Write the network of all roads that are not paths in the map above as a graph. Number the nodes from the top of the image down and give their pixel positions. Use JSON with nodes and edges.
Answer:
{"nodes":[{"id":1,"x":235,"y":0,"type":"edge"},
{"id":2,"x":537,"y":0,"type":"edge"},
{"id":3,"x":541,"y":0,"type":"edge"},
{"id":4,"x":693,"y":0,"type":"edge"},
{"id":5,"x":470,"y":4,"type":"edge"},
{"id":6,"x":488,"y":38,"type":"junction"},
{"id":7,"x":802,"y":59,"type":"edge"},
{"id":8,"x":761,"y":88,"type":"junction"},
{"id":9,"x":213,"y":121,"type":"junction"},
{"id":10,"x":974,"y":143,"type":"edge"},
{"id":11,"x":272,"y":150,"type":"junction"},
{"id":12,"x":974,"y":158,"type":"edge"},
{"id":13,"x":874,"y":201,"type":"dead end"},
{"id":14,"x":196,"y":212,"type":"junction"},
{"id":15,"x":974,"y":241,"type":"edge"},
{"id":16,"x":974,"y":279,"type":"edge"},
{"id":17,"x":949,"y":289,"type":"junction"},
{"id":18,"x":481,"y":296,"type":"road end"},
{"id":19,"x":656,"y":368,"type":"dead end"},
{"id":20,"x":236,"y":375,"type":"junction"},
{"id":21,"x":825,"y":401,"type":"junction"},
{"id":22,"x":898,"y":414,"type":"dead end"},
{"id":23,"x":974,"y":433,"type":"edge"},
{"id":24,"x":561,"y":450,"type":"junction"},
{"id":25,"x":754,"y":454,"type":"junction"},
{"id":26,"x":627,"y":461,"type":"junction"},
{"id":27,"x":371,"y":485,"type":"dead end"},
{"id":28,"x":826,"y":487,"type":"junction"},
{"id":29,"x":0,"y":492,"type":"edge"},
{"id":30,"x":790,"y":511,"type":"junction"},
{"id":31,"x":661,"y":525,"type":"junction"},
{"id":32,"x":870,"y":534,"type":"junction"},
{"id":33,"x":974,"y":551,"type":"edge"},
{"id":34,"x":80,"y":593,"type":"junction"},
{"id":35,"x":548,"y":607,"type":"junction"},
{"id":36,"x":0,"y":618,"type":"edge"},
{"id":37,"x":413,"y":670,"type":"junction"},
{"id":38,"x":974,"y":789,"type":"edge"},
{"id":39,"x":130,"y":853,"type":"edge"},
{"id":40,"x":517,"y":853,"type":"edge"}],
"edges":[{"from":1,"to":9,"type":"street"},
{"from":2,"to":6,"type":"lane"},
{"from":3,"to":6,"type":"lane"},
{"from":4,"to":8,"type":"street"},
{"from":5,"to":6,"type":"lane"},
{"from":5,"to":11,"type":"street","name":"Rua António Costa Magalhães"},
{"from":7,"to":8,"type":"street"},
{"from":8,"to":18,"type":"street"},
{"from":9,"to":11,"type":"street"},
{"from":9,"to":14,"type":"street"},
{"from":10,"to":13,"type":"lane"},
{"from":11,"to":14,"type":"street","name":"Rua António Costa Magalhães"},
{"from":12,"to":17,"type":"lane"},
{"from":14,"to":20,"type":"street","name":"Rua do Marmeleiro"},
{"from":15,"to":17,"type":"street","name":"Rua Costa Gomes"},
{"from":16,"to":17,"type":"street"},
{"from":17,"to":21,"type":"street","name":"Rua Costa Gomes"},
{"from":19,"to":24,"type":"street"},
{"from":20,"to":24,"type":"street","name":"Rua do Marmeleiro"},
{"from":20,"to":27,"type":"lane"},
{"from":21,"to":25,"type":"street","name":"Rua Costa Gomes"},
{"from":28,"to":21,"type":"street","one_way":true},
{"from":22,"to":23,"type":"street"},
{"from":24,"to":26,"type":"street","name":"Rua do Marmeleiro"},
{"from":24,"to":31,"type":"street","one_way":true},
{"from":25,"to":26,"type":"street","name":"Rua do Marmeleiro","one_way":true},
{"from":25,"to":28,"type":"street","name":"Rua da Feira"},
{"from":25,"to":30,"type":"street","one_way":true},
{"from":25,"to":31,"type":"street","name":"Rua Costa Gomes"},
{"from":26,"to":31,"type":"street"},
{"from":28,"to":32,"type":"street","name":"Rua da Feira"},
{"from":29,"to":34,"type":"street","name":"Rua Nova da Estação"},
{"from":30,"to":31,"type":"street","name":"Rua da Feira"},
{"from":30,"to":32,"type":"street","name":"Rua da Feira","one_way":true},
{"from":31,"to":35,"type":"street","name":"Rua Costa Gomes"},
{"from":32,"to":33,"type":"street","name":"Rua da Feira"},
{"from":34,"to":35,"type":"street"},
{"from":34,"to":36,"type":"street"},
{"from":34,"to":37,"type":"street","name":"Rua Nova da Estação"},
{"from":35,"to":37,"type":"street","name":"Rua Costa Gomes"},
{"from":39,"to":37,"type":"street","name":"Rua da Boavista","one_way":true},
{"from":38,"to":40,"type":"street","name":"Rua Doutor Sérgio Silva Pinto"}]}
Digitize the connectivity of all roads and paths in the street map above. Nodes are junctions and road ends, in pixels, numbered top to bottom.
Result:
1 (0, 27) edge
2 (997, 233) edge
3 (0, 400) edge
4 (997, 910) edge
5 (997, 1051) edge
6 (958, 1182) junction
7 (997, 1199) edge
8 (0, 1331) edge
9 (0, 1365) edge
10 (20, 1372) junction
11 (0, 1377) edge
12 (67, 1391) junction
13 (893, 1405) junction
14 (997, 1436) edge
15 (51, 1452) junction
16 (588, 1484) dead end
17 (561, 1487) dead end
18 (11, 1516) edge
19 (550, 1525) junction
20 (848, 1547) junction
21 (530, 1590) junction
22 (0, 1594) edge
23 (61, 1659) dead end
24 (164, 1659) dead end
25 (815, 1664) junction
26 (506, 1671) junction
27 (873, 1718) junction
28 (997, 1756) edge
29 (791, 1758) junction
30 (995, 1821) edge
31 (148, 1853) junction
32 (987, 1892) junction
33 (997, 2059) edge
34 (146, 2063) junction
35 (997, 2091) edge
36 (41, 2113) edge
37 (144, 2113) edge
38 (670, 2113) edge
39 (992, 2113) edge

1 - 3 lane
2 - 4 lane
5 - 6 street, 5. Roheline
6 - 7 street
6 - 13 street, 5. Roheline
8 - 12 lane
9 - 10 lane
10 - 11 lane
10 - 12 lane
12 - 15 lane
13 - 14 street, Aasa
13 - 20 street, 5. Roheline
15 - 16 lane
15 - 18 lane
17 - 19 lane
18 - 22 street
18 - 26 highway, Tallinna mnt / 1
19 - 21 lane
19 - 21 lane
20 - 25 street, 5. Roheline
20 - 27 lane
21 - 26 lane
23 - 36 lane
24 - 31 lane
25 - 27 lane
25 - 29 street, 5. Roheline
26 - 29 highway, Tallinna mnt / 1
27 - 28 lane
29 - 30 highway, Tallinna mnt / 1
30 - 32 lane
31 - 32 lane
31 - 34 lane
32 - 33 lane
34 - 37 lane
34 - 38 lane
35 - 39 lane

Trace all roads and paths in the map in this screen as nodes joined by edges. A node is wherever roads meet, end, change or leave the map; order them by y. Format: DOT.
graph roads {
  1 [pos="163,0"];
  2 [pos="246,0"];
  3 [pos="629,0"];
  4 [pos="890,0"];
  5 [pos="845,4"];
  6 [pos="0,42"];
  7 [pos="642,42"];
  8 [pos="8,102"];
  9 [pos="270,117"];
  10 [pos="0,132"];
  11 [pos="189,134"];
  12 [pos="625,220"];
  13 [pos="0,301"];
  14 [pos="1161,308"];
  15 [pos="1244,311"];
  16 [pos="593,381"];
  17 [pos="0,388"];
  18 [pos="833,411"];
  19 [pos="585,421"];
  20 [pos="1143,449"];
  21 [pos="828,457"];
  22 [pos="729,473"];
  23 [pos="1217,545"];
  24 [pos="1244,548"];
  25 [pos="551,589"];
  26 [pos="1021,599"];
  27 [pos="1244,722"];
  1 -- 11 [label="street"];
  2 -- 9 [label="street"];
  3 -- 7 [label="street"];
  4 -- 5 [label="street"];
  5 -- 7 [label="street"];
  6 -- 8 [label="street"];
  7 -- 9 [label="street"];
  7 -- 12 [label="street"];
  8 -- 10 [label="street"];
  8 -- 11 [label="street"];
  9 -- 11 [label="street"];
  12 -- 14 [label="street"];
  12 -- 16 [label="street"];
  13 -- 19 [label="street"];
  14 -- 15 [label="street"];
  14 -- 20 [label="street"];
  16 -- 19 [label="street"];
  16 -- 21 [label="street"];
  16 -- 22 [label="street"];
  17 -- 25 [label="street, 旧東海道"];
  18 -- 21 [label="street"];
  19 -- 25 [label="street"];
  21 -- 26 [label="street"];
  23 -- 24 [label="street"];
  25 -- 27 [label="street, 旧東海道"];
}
--- --- ---
Your goal
Determine how many lines in the records above hold the word "highway", and answer with that number only.

Answer for this exercise
3